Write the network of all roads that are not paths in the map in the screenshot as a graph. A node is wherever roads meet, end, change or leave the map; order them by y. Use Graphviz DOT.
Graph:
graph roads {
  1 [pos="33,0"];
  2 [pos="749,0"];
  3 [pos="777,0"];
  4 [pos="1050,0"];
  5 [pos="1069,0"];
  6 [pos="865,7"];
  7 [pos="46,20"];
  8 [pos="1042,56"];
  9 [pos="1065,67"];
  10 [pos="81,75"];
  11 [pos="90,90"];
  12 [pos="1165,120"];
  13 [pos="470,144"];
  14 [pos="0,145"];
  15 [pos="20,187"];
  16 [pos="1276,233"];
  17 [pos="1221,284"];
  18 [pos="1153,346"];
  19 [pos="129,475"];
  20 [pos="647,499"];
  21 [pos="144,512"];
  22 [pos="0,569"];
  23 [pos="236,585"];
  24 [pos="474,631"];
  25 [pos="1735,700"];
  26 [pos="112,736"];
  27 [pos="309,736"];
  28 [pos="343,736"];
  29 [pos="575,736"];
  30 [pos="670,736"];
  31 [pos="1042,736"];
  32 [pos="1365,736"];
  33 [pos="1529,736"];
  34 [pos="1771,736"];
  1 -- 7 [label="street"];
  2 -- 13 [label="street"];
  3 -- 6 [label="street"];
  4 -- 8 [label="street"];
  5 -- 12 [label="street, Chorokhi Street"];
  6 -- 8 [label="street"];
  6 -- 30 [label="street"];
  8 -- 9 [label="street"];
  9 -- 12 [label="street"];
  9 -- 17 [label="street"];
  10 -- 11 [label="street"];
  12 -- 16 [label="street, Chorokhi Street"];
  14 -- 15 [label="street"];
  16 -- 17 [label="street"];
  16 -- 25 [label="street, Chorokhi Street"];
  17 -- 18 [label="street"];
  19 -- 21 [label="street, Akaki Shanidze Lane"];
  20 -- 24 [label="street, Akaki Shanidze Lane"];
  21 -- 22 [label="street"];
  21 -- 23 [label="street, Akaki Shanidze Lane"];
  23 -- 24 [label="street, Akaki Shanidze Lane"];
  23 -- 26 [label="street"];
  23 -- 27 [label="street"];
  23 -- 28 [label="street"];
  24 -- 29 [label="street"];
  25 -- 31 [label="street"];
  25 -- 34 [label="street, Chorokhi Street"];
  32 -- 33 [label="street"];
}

• **Exercise objective**
Without dropping a single line, output the records above exactly.

• **Result of the exercise**
Write the network of all roads that are not paths in the map in the screenshot as a graph. A node is wherever roads meet, end, change or leave the map; order them by y. Use Graphviz DOT.
Graph:
graph roads {
  1 [pos="33,0"];
  2 [pos="749,0"];
  3 [pos="777,0"];
  4 [pos="1050,0"];
  5 [pos="1069,0"];
  6 [pos="865,7"];
  7 [pos="46,20"];
  8 [pos="1042,56"];
  9 [pos="1065,67"];
  10 [pos="81,75"];
  11 [pos="90,90"];
  12 [pos="1165,120"];
  13 [pos="470,144"];
  14 [pos="0,145"];
  15 [pos="20,187"];
  16 [pos="1276,233"];
  17 [pos="1221,284"];
  18 [pos="1153,346"];
  19 [pos="129,475"];
  20 [pos="647,499"];
  21 [pos="144,512"];
  22 [pos="0,569"];
  23 [pos="236,585"];
  24 [pos="474,631"];
  25 [pos="1735,700"];
  26 [pos="112,736"];
  27 [pos="309,736"];
  28 [pos="343,736"];
  29 [pos="575,736"];
  30 [pos="670,736"];
  31 [pos="1042,736"];
  32 [pos="1365,736"];
  33 [pos="1529,736"];
  34 [pos="1771,736"];
  1 -- 7 [label="street"];
  2 -- 13 [label="street"];
  3 -- 6 [label="street"];
  4 -- 8 [label="street"];
  5 -- 12 [label="street, Chorokhi Street"];
  6 -- 8 [label="street"];
  6 -- 30 [label="street"];
  8 -- 9 [label="street"];
  9 -- 12 [label="street"];
  9 -- 17 [label="street"];
  10 -- 11 [label="street"];
  12 -- 16 [label="street, Chorokhi Street"];
  14 -- 15 [label="street"];
  16 -- 17 [label="street"];
  16 -- 25 [label="street, Chorokhi Street"];
  17 -- 18 [label="street"];
  19 -- 21 [label="street, Akaki Shanidze Lane"];
  20 -- 24 [label="street, Akaki Shanidze Lane"];
  21 -- 22 [label="street"];
  21 -- 23 [label="street, Akaki Shanidze Lane"];
  23 -- 24 [label="street, Akaki Shanidze Lane"];
  23 -- 26 [label="street"];
  23 -- 27 [label="street"];
  23 -- 28 [label="street"];
  24 -- 29 [label="street"];
  25 -- 31 [label="street"];
  25 -- 34 [label="street, Chorokhi Street"];
  32 -- 33 [label="street"];
}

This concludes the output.